For, Aug. 22, 2014

While becoming a comedy icon with her own long-running variety TV show, Carol Burnett dabbled in theatrical and television movies from time to time. But it was after her show ended that she broached serious dramatic roles, and none with more ferocity than "Friendly Fire" (1979), an ABC-network film based on the book of the same title.

A true story, "Friendly Fire" has Burnett and Ned Beatty playing Peg and Gene Mullen, a rural Iowa couple who declare war on the government when their son is killed by American "friendly fire" in Vietnam and no one will tell them why or how it happened.


      Carol Burnett, Ned Beatty at son's funeral in 'Friendly Fire'

Burnett gives a compelling, emotional performance that earned her an Emmy nomination, playing a woman who transitions from flag-waving patriot to distraught anti-war activist, gaining a following and celebrity that she feverishly embraces as she attempts to hurdle the red-tape obstacles placed in her path by an embarrassed U.S. military.

Beatty is equally good, albeit more internalized, as a man who's not quite sure how to react to all that has happened, including his wife's newfound obsession.

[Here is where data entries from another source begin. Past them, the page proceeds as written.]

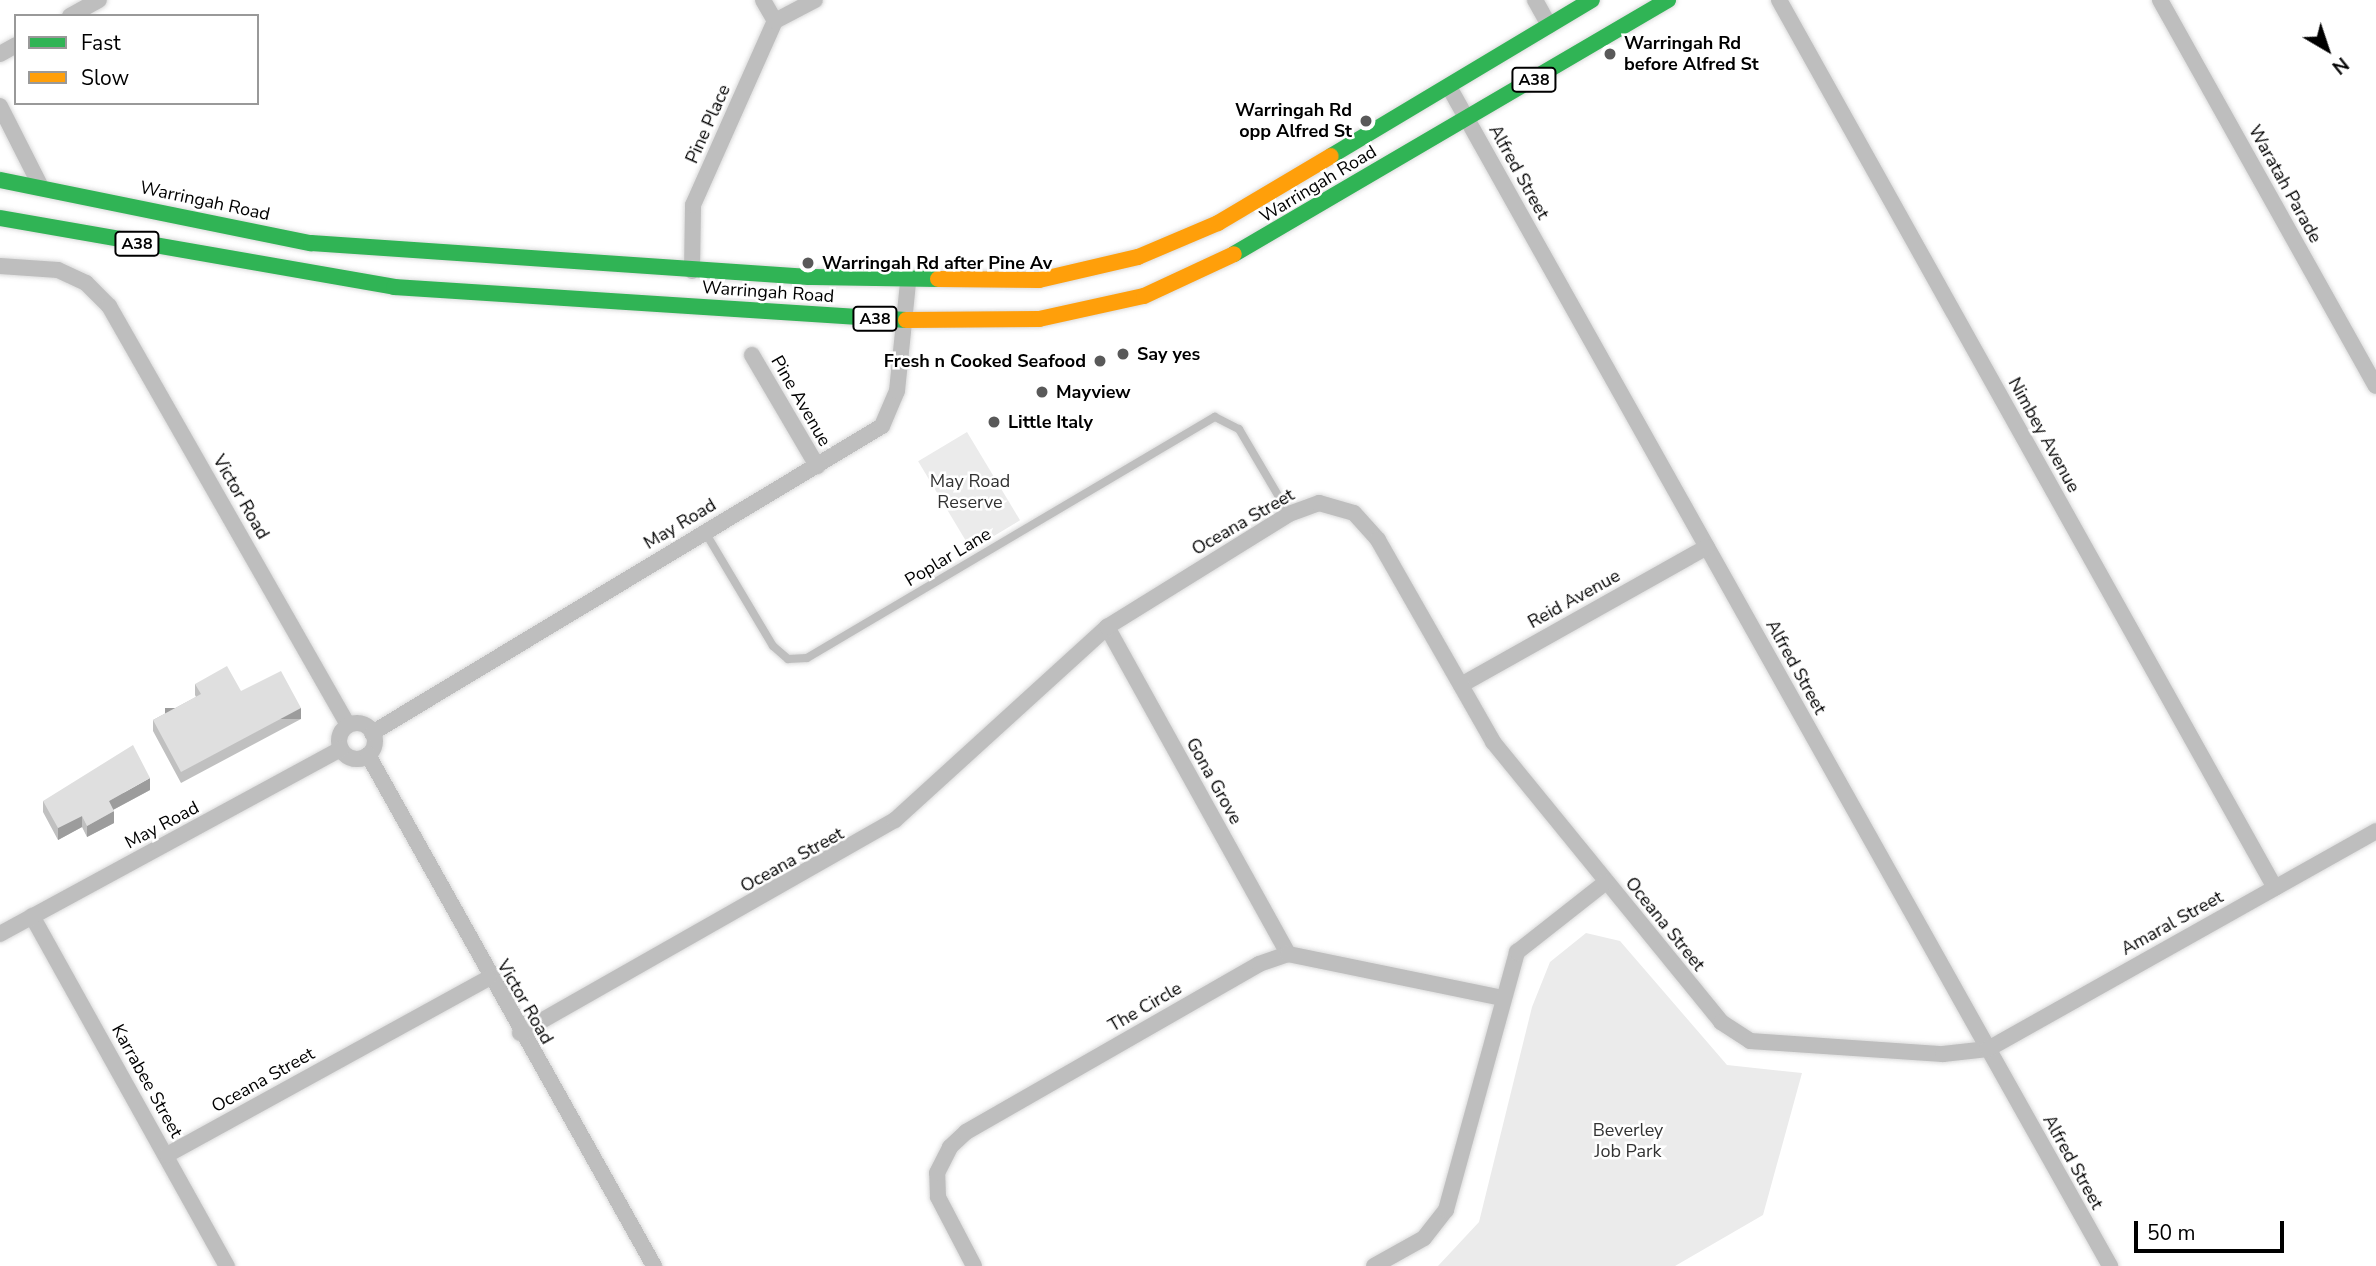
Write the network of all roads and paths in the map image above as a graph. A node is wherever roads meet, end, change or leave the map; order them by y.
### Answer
1 (99, 0) edge
2 (763, 0) edge
3 (815, 0) edge
4 (1535, 0) edge
5 (1592, 0) edge
6 (1668, 0) edge
7 (1779, 0) edge
8 (2160, 0) edge
9 (74, 14) edge
10 (775, 21) junction
11 (1549, 25) junction
12 (1449, 87) junction
13 (0, 106) edge
14 (1467, 119) junction
15 (0, 180) edge
16 (41, 187) junction
17 (0, 218) edge
18 (36, 225) junction
19 (0, 266) edge
20 (692, 271) junction
21 (908, 282) junction
22 (689, 307) junction
23 (906, 320) junction
24 (752, 355) dead end
25 (2376, 386) edge
26 (817, 466) junction
27 (1289, 514) junction
28 (705, 532) junction
29 (1707, 547) junction
30 (1107, 626) junction
31 (1461, 685) junction
32 (348, 725) junction
33 (372, 733) junction
34 (341, 749) junction
35 (368, 755) junction
36 (2376, 831) edge
37 (1606, 882) junction
38 (2275, 888) junction
39 (32, 916) junction
40 (0, 934) edge
41 (1288, 954) junction
42 (489, 978) junction
43 (1503, 998) junction
44 (520, 1033) junction
45 (1988, 1049) junction
46 (167, 1155) junction
47 (227, 1266) edge
48 (654, 1266) edge
49 (974, 1266) edge
50 (1374, 1266) edge
51 (2110, 1266) edge

1 - 9 street
2 - 10 street
3 - 10 street
4 - 11 street
5 - 11 highway, Warringah Road / A38
6 - 14 highway, Warringah Road / A38
7 - 38 street, Nimbey Avenue
8 - 25 street, Waratah Parade
10 - 20 street, Pine Place
11 - 12 highway, Warringah Road / A38
12 - 14 street, Alfred Street
12 - 21 highway, Warringah Road / A38
13 - 16 street
14 - 23 highway, Warringah Road / A38
14 - 29 street, Alfred Street
15 - 16 highway, Warringah Road / A38
16 - 18 highway
16 - 20 highway, Warringah Road / A38
17 - 18 highway, Warringah Road / A38
18 - 22 highway, Warringah Road / A38
19 - 32 street, Victor Road
20 - 21 highway, Warringah Road / A38
20 - 22 highway
21 - 23 street, May Road
22 - 23 highway, Warringah Road / A38
23 - 26 street, May Road
24 - 26 street, Pine Avenue
26 - 28 street, May Road
27 - 28 lane, Poplar Lane
27 - 30 street, Oceana Street
27 - 31 street, Oceana Street
28 - 33 street, May Road
29 - 31 street, Reid Avenue
29 - 45 street, Alfred Street
30 - 41 street, Gona Grove
30 - 44 street, Oceana Street
31 - 37 street, Oceana Street
32 - 33 street
32 - 34 street
33 - 35 street
34 - 35 street
34 - 39 street, May Road
35 - 42 street, Victor Road
36 - 38 street, Amaral Street
37 - 43 street
37 - 45 street, Oceana Street
38 - 45 street, Amaral Street
39 - 40 street, May Road
39 - 46 street, Karrabee Street
41 - 43 street
41 - 49 street, The Circle
42 - 44 street, Victor Road
42 - 46 street, Oceana Street
43 - 50 street
44 - 48 street, Victor Road
45 - 51 street, Alfred Street
46 - 47 street, Karrabee Street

Beatty also earned an Emmy nomination.


The sterling cast includes Sam Waterston, Hilly Hicks and David Keith, along with Timothy Hutton in his second TV movie.

Hutton is terrific as the younger son who finds himself neglected in the wake of the family's tragedy — a role that is not dissimilar to the Oscar-winning character he would play the next year in his first theatrical film, Robert Redford's "Ordinary People."

"Friendly Fire" is a heart-wrenching, disturbing and very moving TV movie that has been out of circulation far too long.


There was a VHS release in 1987, but this marks the film's DVD debut, thanks to Kino Lorber's efforts of late in releasing theatrical and TV films that have been in limbo for far too long, as well as giving Blu-ray upgrades to classics that have long been on DVD (see "What's New, Pussycat?" above).